Renée M. Landers
Professor of Law and Faculty Director, Health and Biomedical Law Concentration and Master of Science in Law Life Sciences Program, Suffolk University Law School
Examiner Club Vice President
Renée M. Landers was President of the Boston Bar Association in 2003-2004, the first woman of color and the first law professor to serve in that position. She has worked in private practice and served as Deputy General Counsel for the U.S. Department of Health and Human Services and as Deputy Assistant Attorney General in the Office of Policy Development at the U.S. Department of Justice during the Clinton Administration.
Professor Landers served as Chair of the Section of Administrative Law and Regulatory Practice of the American Bar Association in 2016 –2017. In 2022, she is completing a second term as a Public Member of the Administrative Conference of the United States.
She is a Trustee of the Massachusetts General Hospital and is a former trustee of the Massachusetts Eye & Ear Infirmary and New England Donor Services. In June 2022, she will complete her tenure as chair of the board of Planned Parenthood League of Massachusetts. Recently, she co-chaired the Boston Bar Association’s Task Force on Judicial Independence. She was a member of the Massachusetts Commission on Judicial Conduct and served as Vice Chair from 2009 to 2010. She served on the task force that drafted the revised Massachusetts Code of Judicial Conduct effective in 2016 and currently is a member of the Committee on Judicial Ethics. Previously, she was a member of the Supreme Judicial Court’s committees studying gender bias and racial and ethnic bias in the courts.
An elected member of the National Academy of Social Insurance since 2008, she is President of the NASI Board of Directors. Landers has written on healthcare disparities, the Affordable Care Act, diversity in the legal profession, constitutional law, reproductive health care rights, administrative law, social insurance policy, and privacy, and is a regular commentator on legal developments in constitutional law, health law, and administrative law for media organizations.
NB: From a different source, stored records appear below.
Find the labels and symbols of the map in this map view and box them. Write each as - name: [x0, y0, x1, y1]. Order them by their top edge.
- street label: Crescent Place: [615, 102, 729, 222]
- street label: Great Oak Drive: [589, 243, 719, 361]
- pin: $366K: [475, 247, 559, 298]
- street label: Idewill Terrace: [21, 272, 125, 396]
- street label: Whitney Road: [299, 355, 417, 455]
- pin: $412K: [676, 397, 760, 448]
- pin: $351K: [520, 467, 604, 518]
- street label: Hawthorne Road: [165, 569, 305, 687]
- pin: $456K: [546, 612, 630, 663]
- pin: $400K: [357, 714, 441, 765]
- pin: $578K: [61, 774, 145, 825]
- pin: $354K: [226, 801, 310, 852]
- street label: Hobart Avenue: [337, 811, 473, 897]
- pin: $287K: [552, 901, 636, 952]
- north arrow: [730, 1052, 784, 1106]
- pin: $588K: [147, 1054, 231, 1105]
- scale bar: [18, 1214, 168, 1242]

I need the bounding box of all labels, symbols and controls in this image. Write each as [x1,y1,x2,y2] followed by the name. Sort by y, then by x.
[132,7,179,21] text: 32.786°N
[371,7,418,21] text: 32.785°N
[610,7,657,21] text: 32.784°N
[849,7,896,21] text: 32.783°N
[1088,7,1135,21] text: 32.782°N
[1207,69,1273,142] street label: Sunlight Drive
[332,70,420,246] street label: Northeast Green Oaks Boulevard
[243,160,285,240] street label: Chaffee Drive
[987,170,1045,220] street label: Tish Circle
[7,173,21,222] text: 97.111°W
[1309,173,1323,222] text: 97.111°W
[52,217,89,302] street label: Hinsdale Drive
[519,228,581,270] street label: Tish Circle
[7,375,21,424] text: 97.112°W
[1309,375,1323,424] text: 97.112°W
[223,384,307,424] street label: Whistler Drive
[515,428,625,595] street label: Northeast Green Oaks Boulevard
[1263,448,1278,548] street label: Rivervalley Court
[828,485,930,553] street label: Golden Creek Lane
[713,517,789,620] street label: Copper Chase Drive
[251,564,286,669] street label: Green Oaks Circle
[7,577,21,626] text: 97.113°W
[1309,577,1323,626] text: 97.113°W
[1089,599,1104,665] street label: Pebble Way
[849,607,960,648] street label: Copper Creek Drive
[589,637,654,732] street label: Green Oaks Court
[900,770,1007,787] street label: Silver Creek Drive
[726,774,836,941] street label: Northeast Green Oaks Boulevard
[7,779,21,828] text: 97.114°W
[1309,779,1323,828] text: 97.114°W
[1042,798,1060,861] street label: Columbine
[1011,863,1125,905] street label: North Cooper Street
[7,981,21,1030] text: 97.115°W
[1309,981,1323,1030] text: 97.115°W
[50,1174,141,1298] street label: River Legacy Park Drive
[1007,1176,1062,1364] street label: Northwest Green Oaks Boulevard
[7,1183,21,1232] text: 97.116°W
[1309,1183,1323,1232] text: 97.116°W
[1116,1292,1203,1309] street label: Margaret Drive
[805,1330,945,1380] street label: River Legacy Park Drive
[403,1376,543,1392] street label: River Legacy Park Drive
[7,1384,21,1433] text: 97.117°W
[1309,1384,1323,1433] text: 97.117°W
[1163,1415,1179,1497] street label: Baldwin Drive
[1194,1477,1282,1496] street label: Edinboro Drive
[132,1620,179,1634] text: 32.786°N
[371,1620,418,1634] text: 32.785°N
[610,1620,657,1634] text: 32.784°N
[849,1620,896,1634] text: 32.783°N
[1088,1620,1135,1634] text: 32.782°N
Professor Landers has served as the president of the boards of Big Sister Association of Greater Boston, the Shady Hill School, the Harvard Board of Overseers, and has also served on the board of WGBH and the Board of Overseers of Geisel School of Medicine at Dartmouth. She is a member of the American Law Institute and has received awards from Radcliffe College, Boston College Law School, Harvard College, the Big Sister Association of Greater Boston, the Boston Bar Association, the Massachusetts Women’s Political Caucus, the Greater Boston Chamber of Commerce Women’s Network, Suffolk University Law School, and Massachusetts Lawyers Weekly. In November 2018 she was elected a Fellow of the ABA Section of Administrative Law and Regulatory Practice, and in 2021 she was recognized as a Senior Fellow, the Section’s highest honor.
HIGHLIGHTS:
Recognized with the 2022 Catherine T. Judge Teaching and Service Award, Suffolk University Law School, awarded at All Rise: Uniting to Advance Women and the Future of Law alumnae event on March 23, 2022.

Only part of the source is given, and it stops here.